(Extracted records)
^^^^

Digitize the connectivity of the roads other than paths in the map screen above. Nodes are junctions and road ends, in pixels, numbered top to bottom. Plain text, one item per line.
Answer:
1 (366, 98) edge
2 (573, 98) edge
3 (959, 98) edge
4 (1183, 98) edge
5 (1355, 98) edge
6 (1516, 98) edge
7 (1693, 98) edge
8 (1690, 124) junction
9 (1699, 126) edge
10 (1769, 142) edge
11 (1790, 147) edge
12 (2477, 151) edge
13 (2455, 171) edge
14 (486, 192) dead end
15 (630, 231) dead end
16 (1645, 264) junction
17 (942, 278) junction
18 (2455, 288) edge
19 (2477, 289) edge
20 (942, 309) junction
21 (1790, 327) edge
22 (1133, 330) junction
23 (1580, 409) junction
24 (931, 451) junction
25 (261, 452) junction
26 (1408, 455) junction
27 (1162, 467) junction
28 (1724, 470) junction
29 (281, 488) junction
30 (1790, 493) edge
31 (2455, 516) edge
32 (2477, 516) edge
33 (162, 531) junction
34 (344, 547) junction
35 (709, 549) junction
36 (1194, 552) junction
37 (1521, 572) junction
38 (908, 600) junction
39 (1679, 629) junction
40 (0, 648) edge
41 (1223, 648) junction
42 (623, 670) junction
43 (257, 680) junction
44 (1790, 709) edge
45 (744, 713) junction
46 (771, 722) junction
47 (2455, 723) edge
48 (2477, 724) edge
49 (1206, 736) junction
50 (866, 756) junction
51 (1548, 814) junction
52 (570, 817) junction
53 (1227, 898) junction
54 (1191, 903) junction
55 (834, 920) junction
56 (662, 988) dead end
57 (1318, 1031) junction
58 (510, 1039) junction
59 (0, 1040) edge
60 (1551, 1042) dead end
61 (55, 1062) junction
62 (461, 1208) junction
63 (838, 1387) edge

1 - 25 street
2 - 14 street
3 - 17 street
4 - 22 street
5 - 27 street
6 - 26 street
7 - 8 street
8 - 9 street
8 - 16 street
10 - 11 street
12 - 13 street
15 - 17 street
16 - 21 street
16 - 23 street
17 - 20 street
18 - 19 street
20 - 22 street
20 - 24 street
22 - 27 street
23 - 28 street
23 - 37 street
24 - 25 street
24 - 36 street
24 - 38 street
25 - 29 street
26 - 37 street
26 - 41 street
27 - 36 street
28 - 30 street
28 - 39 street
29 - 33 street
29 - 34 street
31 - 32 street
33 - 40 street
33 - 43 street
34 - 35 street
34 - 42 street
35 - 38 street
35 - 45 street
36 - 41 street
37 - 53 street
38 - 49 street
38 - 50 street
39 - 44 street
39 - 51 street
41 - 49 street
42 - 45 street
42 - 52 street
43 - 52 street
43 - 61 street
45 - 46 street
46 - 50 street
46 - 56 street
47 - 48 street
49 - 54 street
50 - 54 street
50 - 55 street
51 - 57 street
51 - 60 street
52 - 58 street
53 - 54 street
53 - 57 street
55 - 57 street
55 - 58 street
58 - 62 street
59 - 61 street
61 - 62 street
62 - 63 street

^^^^

◆ **Directions**: Every record, word for word, must be returned.

◆ **Answer for this exercise**:
Digitize the connectivity of the roads other than paths in the map screen above. Nodes are junctions and road ends, in pixels, numbered top to bottom. Plain text, one item per line.
Answer:
1 (366, 98) edge
2 (573, 98) edge
3 (959, 98) edge
4 (1183, 98) edge
5 (1355, 98) edge
6 (1516, 98) edge
7 (1693, 98) edge
8 (1690, 124) junction
9 (1699, 126) edge
10 (1769, 142) edge
11 (1790, 147) edge
12 (2477, 151) edge
13 (2455, 171) edge
14 (486, 192) dead end
15 (630, 231) dead end
16 (1645, 264) junction
17 (942, 278) junction
18 (2455, 288) edge
19 (2477, 289) edge
20 (942, 309) junction
21 (1790, 327) edge
22 (1133, 330) junction
23 (1580, 409) junction
24 (931, 451) junction
25 (261, 452) junction
26 (1408, 455) junction
27 (1162, 467) junction
28 (1724, 470) junction
29 (281, 488) junction
30 (1790, 493) edge
31 (2455, 516) edge
32 (2477, 516) edge
33 (162, 531) junction
34 (344, 547) junction
35 (709, 549) junction
36 (1194, 552) junction
37 (1521, 572) junction
38 (908, 600) junction
39 (1679, 629) junction
40 (0, 648) edge
41 (1223, 648) junction
42 (623, 670) junction
43 (257, 680) junction
44 (1790, 709) edge
45 (744, 713) junction
46 (771, 722) junction
47 (2455, 723) edge
48 (2477, 724) edge
49 (1206, 736) junction
50 (866, 756) junction
51 (1548, 814) junction
52 (570, 817) junction
53 (1227, 898) junction
54 (1191, 903) junction
55 (834, 920) junction
56 (662, 988) dead end
57 (1318, 1031) junction
58 (510, 1039) junction
59 (0, 1040) edge
60 (1551, 1042) dead end
61 (55, 1062) junction
62 (461, 1208) junction
63 (838, 1387) edge

1 - 25 street
2 - 14 street
3 - 17 street
4 - 22 street
5 - 27 street
6 - 26 street
7 - 8 street
8 - 9 street
8 - 16 street
10 - 11 street
12 - 13 street
15 - 17 street
16 - 21 street
16 - 23 street
17 - 20 street
18 - 19 street
20 - 22 street
20 - 24 street
22 - 27 street
23 - 28 street
23 - 37 street
24 - 25 street
24 - 36 street
24 - 38 street
25 - 29 street
26 - 37 street
26 - 41 street
27 - 36 street
28 - 30 street
28 - 39 street
29 - 33 street
29 - 34 street
31 - 32 street
33 - 40 street
33 - 43 street
34 - 35 street
34 - 42 street
35 - 38 street
35 - 45 street
36 - 41 street
37 - 53 street
38 - 49 street
38 - 50 street
39 - 44 street
39 - 51 street
41 - 49 street
42 - 45 street
42 - 52 street
43 - 52 street
43 - 61 street
45 - 46 street
46 - 50 street
46 - 56 street
47 - 48 street
49 - 54 street
50 - 54 street
50 - 55 street
51 - 57 street
51 - 60 street
52 - 58 street
53 - 54 street
53 - 57 street
55 - 57 street
55 - 58 street
58 - 62 street
59 - 61 street
61 - 62 street
62 - 63 street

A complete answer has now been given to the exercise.